WORKING DATA:
++++++++++
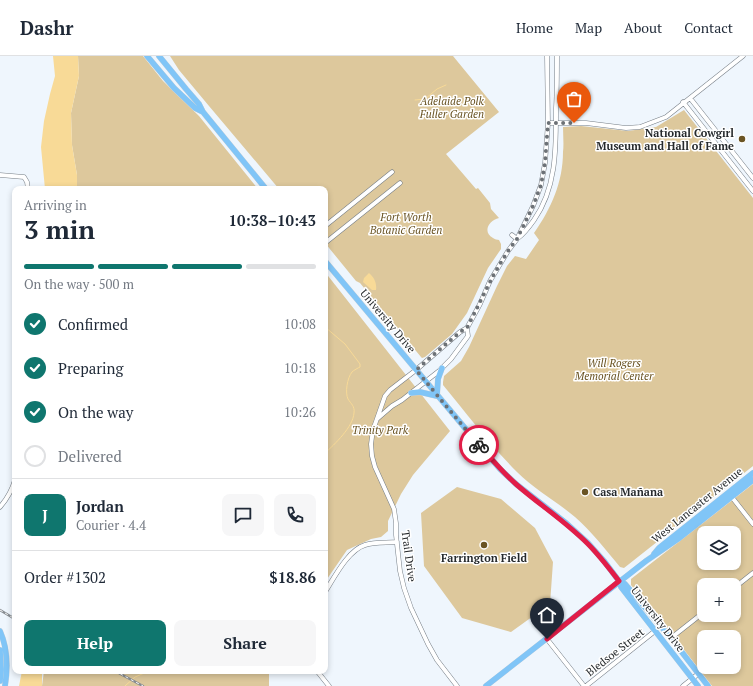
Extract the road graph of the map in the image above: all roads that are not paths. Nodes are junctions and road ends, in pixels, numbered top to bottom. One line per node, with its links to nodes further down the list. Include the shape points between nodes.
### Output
1 (147, 56): 7 (main road)
2 (159, 56): 6 (main road)
3 (547, 56): 11 (street, Trail Drive)
4 (557, 56): 12 (street, Trail Drive)
5 (743, 56): 8 (street)
6 (169, 68): 7 (street); 10 (main road)
7 (162, 74): 10 (main road, via 195,108)
8 (690, 98): 9 (street); 15 (street)
9 (683, 102): 12 (street, via 666,117 640,127); 19 (street)
10 (203, 112): 18 (main road)
11 (548, 123): 12 (street); 22 (street, Trail Drive, via 541,185)
12 (556, 123): 22 (street, Trail Drive, via 554,162 547,195 530,226)
13 (392, 172): 20 (street)
14 (0, 176): 17 (street, via 24,177)
15 (753, 178)
16 (400, 183): 23 (street)
17 (28, 186)
18 (264, 186)
19 (753, 191)
20 (328, 224)
21 (512, 235): 22 (street)
22 (517, 239): 25 (street, Trail Drive, via 494,274)
23 (328, 241)
24 (328, 265): 27 (main road, University Drive)
25 (467, 328): 26 (street, Trail Drive, via 468,336); 27 (street, Trail Drive)
26 (442, 368): 28 (street, Trail Drive); 30 (main road, via 438,379)
27 (416, 370): 28 (main road, University Drive); 31 (street, Trail Drive, via 385,396)
28 (426, 381): 29 (street, Trail Drive); 30 (main road, University Drive)
29 (411, 393): 30 (main road, via 420,392); 31 (street, Trail Drive)
30 (437, 396): 40 (main road, University Drive, via 500,469 588,543)
31 (377, 419): 38 (street, Trail Drive, via 371,444 372,456 394,509)
32 (753, 473): 35 (main road, West Lancaster Avenue)
33 (753, 480): 35 (main road, West Lancaster Avenue)
34 (12, 490): 36 (street)
35 (730, 495): 37 (street); 40 (main road, West Lancaster Avenue, via 678,539)
36 (0, 507)
37 (753, 524)
38 (397, 542): 42 (street, via 376,543 359,548); 56 (street, Trail Drive, via 400,571 412,608 437,660)
39 (753, 573): 41 (street)
40 (619, 581): 45 (main road, University Drive); 46 (main road, University Drive, via 625,584); 47 (main road, West Lancaster Avenue)
41 (741, 582)
42 (328, 588)
43 (697, 618): 46 (street)
44 (0, 631): 54 (main road, via 7,659)
45 (655, 631): 46 (main road); 52 (main road, University Drive); 58 (street, Bledsoe Street)
46 (671, 638): 49 (main road, University Drive)
47 (547, 639): 57 (main road, West Lancaster Avenue); 58 (street)
48 (0, 650): 53 (main road)
49 (697, 673)
50 (319, 674): 55 (street)
51 (698, 674): 52 (street); 61 (main road, University Drive)
52 (692, 679): 59 (street); 60 (main road, University Drive)
53 (0, 681)
54 (5, 686)
55 (329, 686)
56 (457, 686)
57 (486, 686)
58 (585, 686)
59 (683, 686)
60 (698, 686)
61 (708, 686)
++++++++++
WHAT YOU WILL DO: Output each entry verbatim; none of the pictures should be included.

YOUR RESPONSE:
Extract the road graph of the map in the image above: all roads that are not paths. Nodes are junctions and road ends, in pixels, numbered top to bottom. One line per node, with its links to nodes further down the list. Include the shape points between nodes.
### Output
1 (147, 56): 7 (main road)
2 (159, 56): 6 (main road)
3 (547, 56): 11 (street, Trail Drive)
4 (557, 56): 12 (street, Trail Drive)
5 (743, 56): 8 (street)
6 (169, 68): 7 (street); 10 (main road)
7 (162, 74): 10 (main road, via 195,108)
8 (690, 98): 9 (street); 15 (street)
9 (683, 102): 12 (street, via 666,117 640,127); 19 (street)
10 (203, 112): 18 (main road)
11 (548, 123): 12 (street); 22 (street, Trail Drive, via 541,185)
12 (556, 123): 22 (street, Trail Drive, via 554,162 547,195 530,226)
13 (392, 172): 20 (street)
14 (0, 176): 17 (street, via 24,177)
15 (753, 178)
16 (400, 183): 23 (street)
17 (28, 186)
18 (264, 186)
19 (753, 191)
20 (328, 224)
21 (512, 235): 22 (street)
22 (517, 239): 25 (street, Trail Drive, via 494,274)
23 (328, 241)
24 (328, 265): 27 (main road, University Drive)
25 (467, 328): 26 (street, Trail Drive, via 468,336); 27 (street, Trail Drive)
26 (442, 368): 28 (street, Trail Drive); 30 (main road, via 438,379)
27 (416, 370): 28 (main road, University Drive); 31 (street, Trail Drive, via 385,396)
28 (426, 381): 29 (street, Trail Drive); 30 (main road, University Drive)
29 (411, 393): 30 (main road, via 420,392); 31 (street, Trail Drive)
30 (437, 396): 40 (main road, University Drive, via 500,469 588,543)
31 (377, 419): 38 (street, Trail Drive, via 371,444 372,456 394,509)
32 (753, 473): 35 (main road, West Lancaster Avenue)
33 (753, 480): 35 (main road, West Lancaster Avenue)
34 (12, 490): 36 (street)
35 (730, 495): 37 (street); 40 (main road, West Lancaster Avenue, via 678,539)
36 (0, 507)
37 (753, 524)
38 (397, 542): 42 (street, via 376,543 359,548); 56 (street, Trail Drive, via 400,571 412,608 437,660)
39 (753, 573): 41 (street)
40 (619, 581): 45 (main road, University Drive); 46 (main road, University Drive, via 625,584); 47 (main road, West Lancaster Avenue)
41 (741, 582)
42 (328, 588)
43 (697, 618): 46 (street)
44 (0, 631): 54 (main road, via 7,659)
45 (655, 631): 46 (main road); 52 (main road, University Drive); 58 (street, Bledsoe Street)
46 (671, 638): 49 (main road, University Drive)
47 (547, 639): 57 (main road, West Lancaster Avenue); 58 (street)
48 (0, 650): 53 (main road)
49 (697, 673)
50 (319, 674): 55 (street)
51 (698, 674): 52 (street); 61 (main road, University Drive)
52 (692, 679): 59 (street); 60 (main road, University Drive)
53 (0, 681)
54 (5, 686)
55 (329, 686)
56 (457, 686)
57 (486, 686)
58 (585, 686)
59 (683, 686)
60 (698, 686)
61 (708, 686)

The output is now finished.